RECORDS TO PROCESS
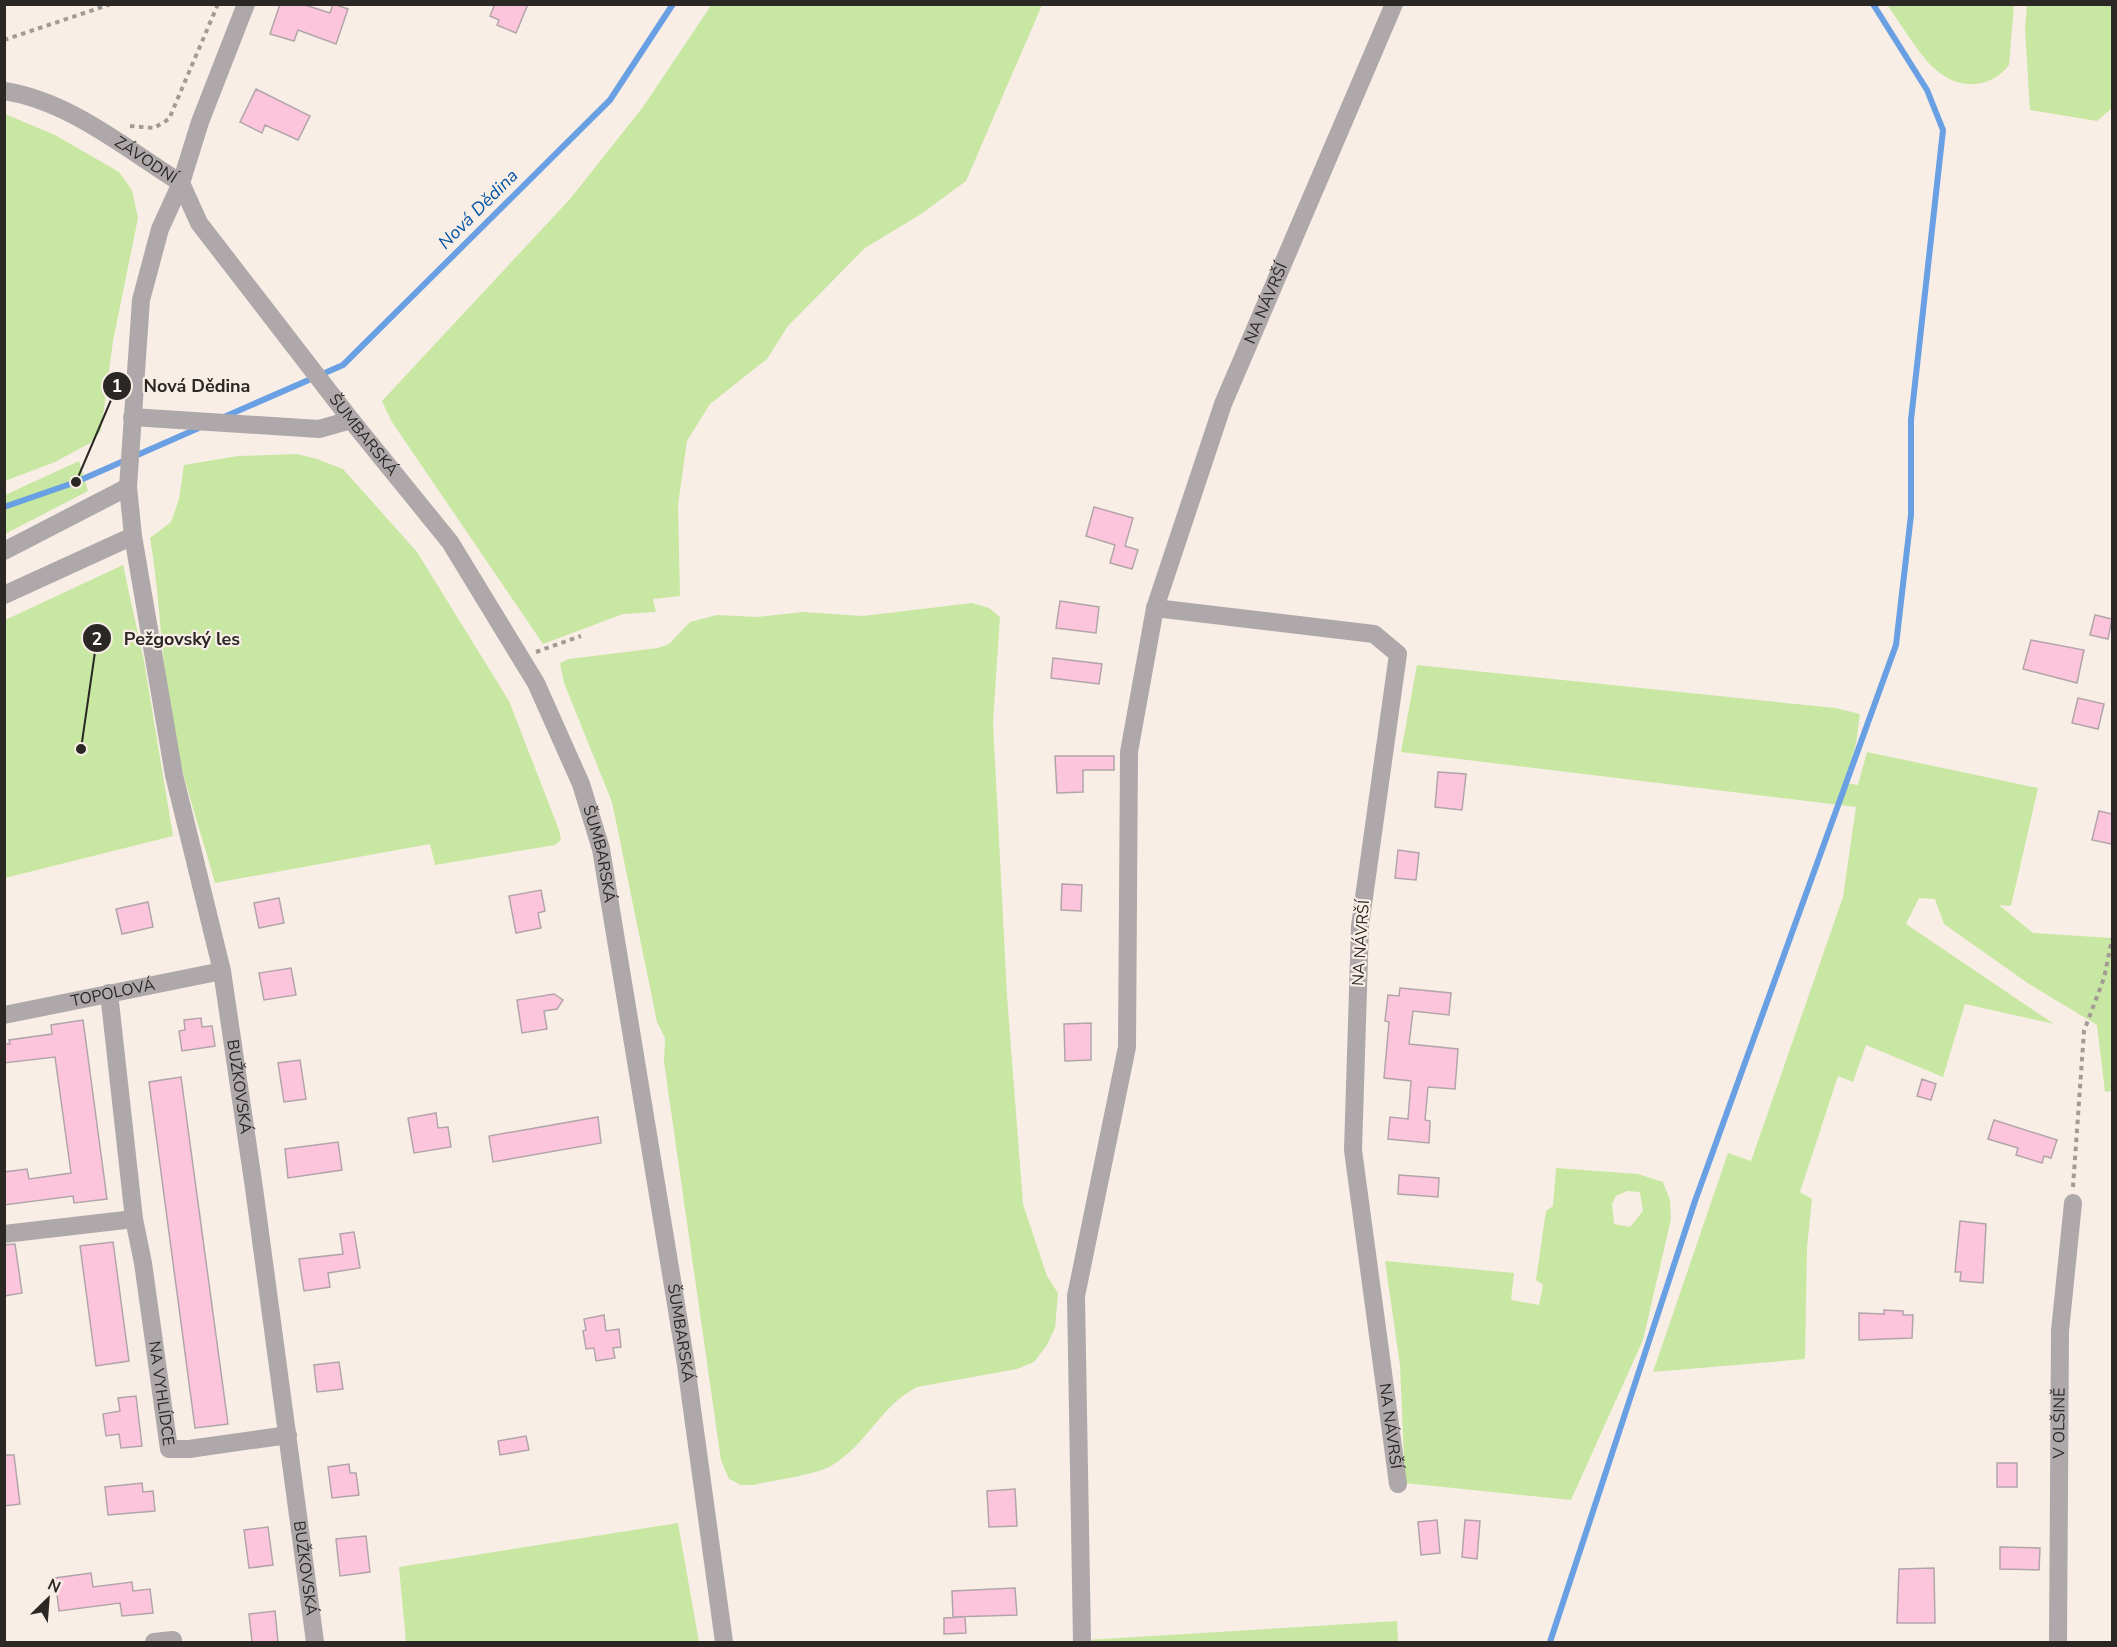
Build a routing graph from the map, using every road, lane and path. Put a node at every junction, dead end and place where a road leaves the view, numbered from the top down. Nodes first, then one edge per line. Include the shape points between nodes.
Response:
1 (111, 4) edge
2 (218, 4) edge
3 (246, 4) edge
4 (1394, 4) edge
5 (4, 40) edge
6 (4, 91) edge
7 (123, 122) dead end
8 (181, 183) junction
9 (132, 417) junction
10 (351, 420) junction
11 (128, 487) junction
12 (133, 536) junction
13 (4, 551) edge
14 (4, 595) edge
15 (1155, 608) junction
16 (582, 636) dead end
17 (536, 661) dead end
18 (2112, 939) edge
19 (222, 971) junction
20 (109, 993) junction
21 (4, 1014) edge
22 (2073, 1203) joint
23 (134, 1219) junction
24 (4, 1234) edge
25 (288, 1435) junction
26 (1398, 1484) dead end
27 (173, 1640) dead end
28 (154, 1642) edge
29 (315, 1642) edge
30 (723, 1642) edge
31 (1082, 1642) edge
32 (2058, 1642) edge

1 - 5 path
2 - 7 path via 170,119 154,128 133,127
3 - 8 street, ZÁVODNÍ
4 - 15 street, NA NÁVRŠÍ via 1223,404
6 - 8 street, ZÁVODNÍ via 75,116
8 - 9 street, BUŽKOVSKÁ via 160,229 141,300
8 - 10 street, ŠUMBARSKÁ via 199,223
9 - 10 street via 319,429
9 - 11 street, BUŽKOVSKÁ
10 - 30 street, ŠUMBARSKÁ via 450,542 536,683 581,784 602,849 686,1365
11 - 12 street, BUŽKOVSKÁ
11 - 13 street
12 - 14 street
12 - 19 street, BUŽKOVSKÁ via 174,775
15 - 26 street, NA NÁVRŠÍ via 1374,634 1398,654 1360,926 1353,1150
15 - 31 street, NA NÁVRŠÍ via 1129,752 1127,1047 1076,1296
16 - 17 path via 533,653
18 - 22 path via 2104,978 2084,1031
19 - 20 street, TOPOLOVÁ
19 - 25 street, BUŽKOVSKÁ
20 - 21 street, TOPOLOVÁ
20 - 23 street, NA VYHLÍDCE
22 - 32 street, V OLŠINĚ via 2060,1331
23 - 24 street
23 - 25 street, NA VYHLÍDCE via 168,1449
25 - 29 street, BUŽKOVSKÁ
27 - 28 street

==

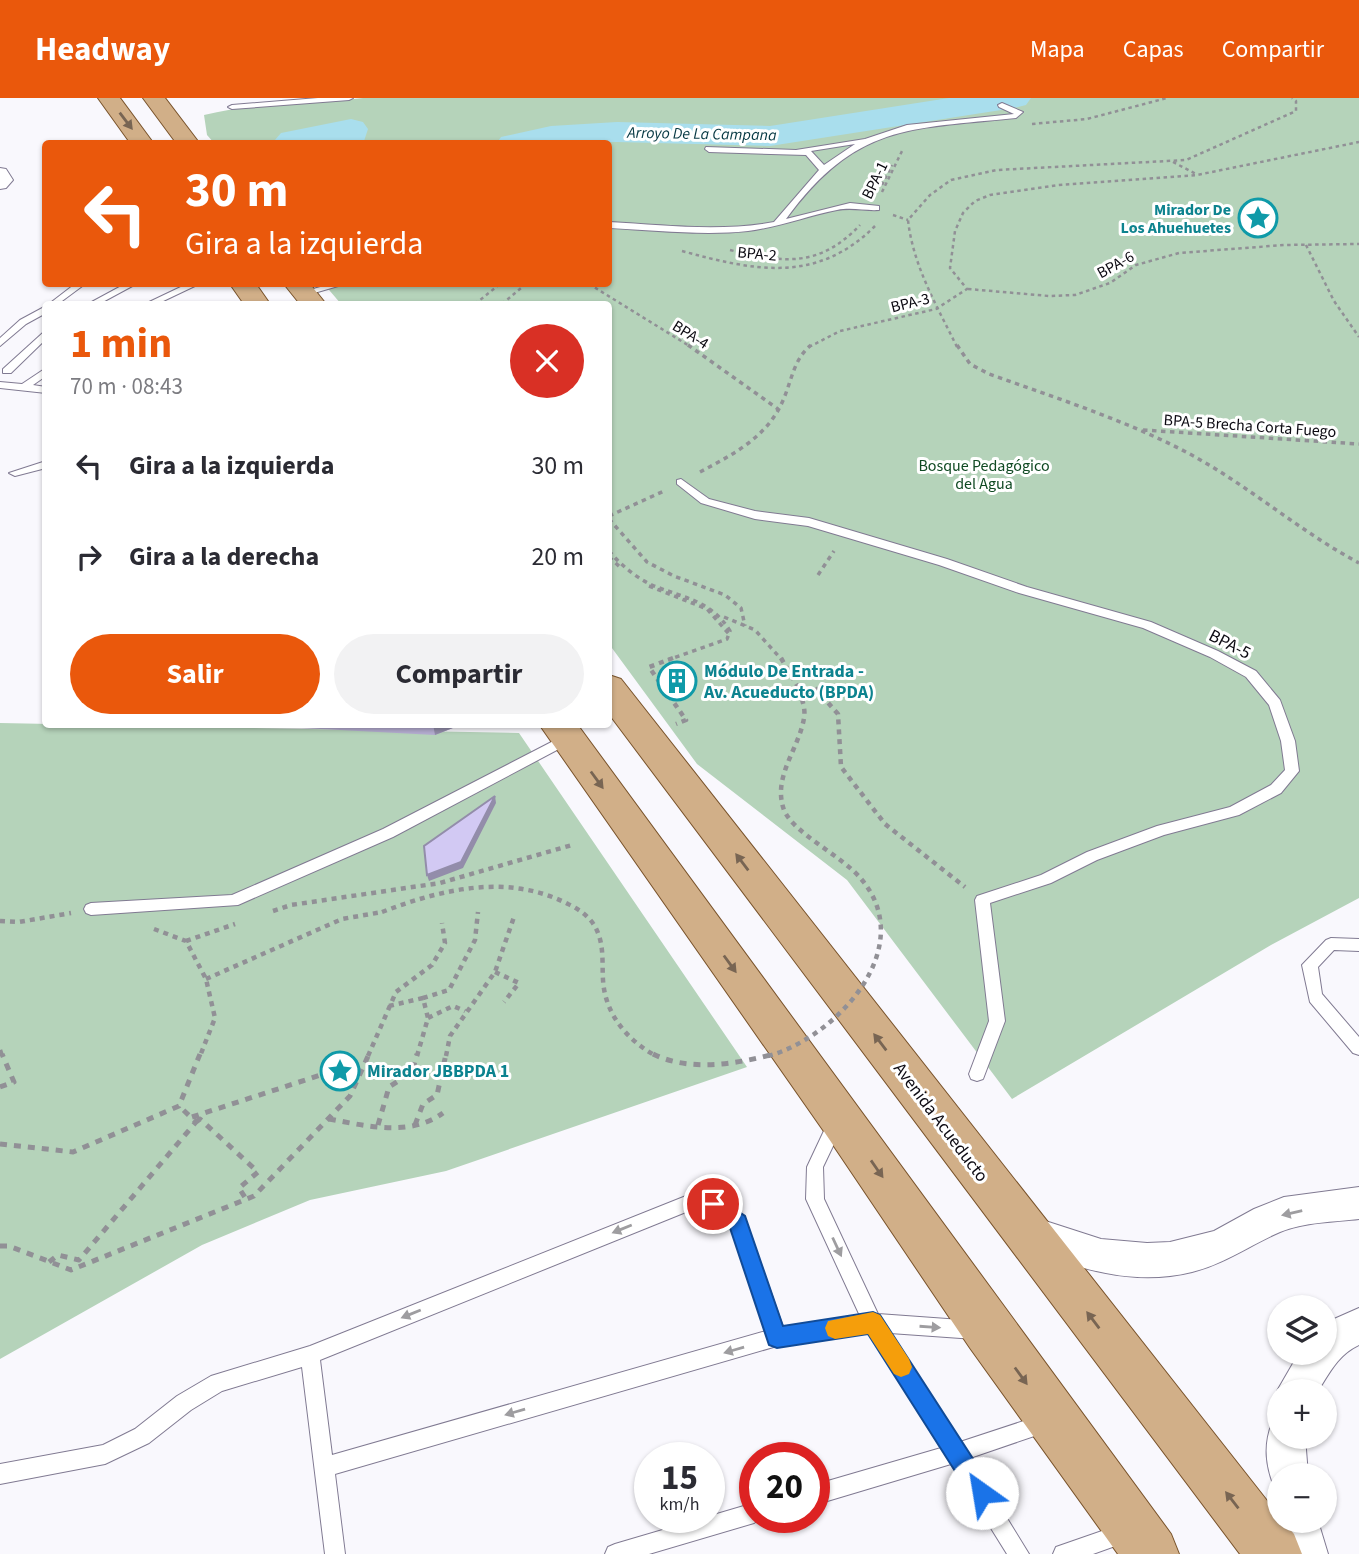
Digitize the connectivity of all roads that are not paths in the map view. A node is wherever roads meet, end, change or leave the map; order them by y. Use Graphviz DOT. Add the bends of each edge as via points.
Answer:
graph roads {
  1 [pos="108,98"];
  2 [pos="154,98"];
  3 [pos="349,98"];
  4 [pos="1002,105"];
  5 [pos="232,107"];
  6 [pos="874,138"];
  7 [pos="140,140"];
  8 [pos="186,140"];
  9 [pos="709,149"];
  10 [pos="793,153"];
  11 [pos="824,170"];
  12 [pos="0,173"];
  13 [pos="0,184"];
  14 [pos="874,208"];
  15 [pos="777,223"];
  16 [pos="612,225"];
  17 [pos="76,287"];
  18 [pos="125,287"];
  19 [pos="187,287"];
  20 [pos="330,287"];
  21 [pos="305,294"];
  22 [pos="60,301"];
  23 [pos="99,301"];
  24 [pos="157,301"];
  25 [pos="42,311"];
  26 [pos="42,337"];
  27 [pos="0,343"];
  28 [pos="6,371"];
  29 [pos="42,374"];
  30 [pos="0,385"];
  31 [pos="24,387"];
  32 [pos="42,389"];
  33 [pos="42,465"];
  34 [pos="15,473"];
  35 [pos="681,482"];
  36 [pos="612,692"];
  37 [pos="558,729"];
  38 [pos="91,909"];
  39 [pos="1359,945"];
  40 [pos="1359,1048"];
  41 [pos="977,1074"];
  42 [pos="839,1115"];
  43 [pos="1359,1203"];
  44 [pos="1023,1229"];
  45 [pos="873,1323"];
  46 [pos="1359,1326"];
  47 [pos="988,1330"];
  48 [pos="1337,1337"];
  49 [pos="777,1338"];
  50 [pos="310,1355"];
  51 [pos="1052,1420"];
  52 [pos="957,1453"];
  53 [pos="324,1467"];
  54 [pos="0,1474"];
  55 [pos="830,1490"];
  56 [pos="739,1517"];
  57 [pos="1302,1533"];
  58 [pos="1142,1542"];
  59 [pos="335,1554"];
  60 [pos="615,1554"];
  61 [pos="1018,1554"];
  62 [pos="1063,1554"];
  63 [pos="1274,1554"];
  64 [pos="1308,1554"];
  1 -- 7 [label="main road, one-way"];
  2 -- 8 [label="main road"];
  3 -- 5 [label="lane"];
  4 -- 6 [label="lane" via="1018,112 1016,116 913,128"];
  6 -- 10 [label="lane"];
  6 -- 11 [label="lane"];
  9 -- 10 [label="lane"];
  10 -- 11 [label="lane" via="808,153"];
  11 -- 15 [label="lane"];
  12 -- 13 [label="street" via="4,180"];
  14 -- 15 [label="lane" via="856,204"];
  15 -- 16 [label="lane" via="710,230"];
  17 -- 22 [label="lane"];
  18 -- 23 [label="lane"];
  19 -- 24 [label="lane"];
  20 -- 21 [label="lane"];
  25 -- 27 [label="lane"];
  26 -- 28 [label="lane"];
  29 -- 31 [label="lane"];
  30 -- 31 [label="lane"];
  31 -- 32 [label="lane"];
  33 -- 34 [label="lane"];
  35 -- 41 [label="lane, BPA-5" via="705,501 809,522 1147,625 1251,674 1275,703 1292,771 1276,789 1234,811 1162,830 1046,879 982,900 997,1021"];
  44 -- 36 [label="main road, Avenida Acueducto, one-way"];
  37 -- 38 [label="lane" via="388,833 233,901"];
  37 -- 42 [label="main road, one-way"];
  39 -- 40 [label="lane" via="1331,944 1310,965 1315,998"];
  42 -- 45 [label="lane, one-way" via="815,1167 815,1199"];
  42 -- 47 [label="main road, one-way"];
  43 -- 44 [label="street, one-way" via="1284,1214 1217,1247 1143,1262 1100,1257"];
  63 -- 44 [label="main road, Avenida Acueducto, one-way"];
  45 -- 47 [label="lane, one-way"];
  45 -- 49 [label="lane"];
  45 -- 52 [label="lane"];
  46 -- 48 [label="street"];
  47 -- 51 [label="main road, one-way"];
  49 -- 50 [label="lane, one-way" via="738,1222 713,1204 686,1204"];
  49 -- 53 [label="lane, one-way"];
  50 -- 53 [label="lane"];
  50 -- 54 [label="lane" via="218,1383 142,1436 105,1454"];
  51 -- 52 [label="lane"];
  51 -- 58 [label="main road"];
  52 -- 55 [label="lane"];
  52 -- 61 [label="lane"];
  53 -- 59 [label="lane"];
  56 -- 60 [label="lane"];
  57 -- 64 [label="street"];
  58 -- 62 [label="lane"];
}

...

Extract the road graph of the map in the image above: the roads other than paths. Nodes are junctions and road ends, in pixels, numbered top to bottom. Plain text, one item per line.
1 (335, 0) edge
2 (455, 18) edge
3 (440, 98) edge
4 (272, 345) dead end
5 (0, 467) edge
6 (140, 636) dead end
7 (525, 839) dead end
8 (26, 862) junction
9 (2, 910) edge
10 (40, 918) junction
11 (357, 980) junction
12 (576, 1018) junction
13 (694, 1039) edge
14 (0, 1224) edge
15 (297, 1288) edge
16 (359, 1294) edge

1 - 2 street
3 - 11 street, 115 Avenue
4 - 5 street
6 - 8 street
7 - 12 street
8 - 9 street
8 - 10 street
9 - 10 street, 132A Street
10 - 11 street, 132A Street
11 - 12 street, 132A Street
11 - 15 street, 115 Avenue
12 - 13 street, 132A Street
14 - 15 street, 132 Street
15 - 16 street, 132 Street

GOAL OF THE EXERCISE
Lines in the listing above that contain the word "view" must be copied; leave out the rest.

OUTPUT BELOW
Build a routing graph from the map, using every road, lane and path. Put a node at every junction, dead end and place where a road leaves the view, numbered from the top down. Nodes first, then one edge per line. Include the shape points between nodes.
Digitize the connectivity of all roads that are not paths in the map view. A node is wherever roads meet, end, change or leave the map; order them by y. Use Graphviz DOT. Add the bends of each edge as via points.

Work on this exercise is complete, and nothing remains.